Etwa wenn die große Diseuse Georgette Dee, die die Jahreszeiten mit Dichter-Versen besingt, an der Rampe beeindruckend genau vom Wolf erzählt, der im Traum des Ehemanns und seiner ihn betrügenden Frau für den Verrat steht. Oder wenn der Vater eines Mädchens dessen Liebhaber tötet und dessen Herz der Tochter in einem Kästchen präsentiert. In solchen Momenten entwickelt Serebrennikov einen starken erzählerischen Sog, magisch, dunkel, genau. Auch wegen seiner Schauspieler, allen voran Fillipp Avdeev, ein derart verwandlungsstarker, hypnotischer Typ mit nahezu perfekter deutscher Aussprache, ja mit Wortwitz, dass man ihn direkt fürs DT-Ensemble anwerben möchte. Gemeinsam mit der ebenfalls dunkel glühenden Regine Zimmermann hat er zwei der schönsten Szenen des Abends: Neben der Herz-Episode sind sie auch Königin und Knappe, die einander hinreißend umspielen. Da knistert die Luft!
In solchen Momenten braucht es all die anderen Theaterregister nicht, die Serebrennikov zieht: Hinten illustrieren altmeisterliche Landschaften die Jahreszeiten. Die drei großartigen Musiker an Synthesizer, Gitarre, Cello, Klarinette und Percussion pendeln entspannt zwischen Klassik-Strenge und Pop. Leidenschaft kulminiert in Songs, Tanznummern, Akrobatik. Selbst die Übertitel der russischen Sätze entwickeln auf der Bühne ein Eigenleben, jagen vorüber, pulsieren, setzen typographische Akzente.
So beeindruckend das im Einzelnen ist, fügt es sich nur bedingt zu einem zwingenden Ganzen – anders als in anderen Serebrennikov-Abenden, die als Gastspiele nach Berlin kamen.

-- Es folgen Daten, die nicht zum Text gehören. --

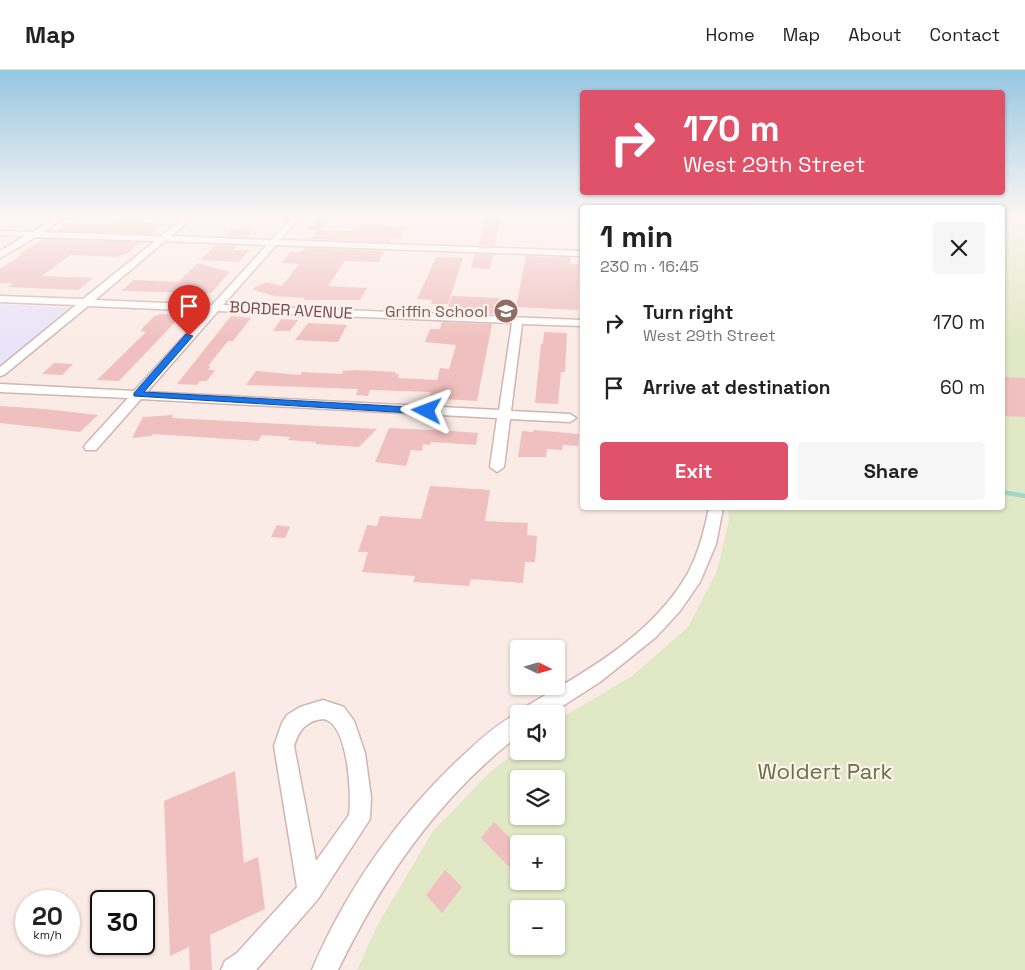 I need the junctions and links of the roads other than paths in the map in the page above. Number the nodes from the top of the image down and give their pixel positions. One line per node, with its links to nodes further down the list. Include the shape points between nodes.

Anders auch als seine „Barbier von Sevilla“-Inszenierung 2016 an der Komischen Oper, wo seine multimediale Spielereien schön böse aufgingen. Dass das hier nicht ganz gelingt, hat vermutlich etwas mit der Entstehung dieses komplexen Abends zu tun, seiner ersten Schauspielinszenierung in Deutschland: In Moskau stand Serebrennikov lange unter Hausarrest – eine politische Machtdemonstration. 2019 wurde der Arrest überraschend aufgehoben, aber nun darf Serebrennikov wegen des laufenden Gerichtsverfahrens nicht reisen. Also plante das DT um, machte aus einer Inszenierung in Deutschland eine zweisprachige internationale Koproduktion mit Proben in Moskau und Endproben in Berlin, bei denen Serebrennikovs Assistenten für den letzten Schliff sorgten. Gut möglich, dass dabei etwas an Konzentration oder letzten Strichen verlorenging. Gerade zum Ende hin ufert der Abend nämlich merklich aus. Dass die fünf älteren Damen der Statisterie, die sich in der Rahmenhandlung sportlich abmühen, noch ihre Liebesgeschichten erzählen dürfen, gehört zu den nicht ganz so überzeugenden Momenten.
Dennoch: Wenn diese Inszenierung glüht, dann entfacht sie eine erzählerische Intensität und Poesie, wie man sie gar nicht so oft findet im deutschsprachigen Theater. Voll von Sinnlichkeit, Erotik, Witz. Aber auch voller berührender Momenten, die davon erzählen, wie wunderbar kompliziert die Liebe ist. Nicht nur in Zeiten von Epidemien.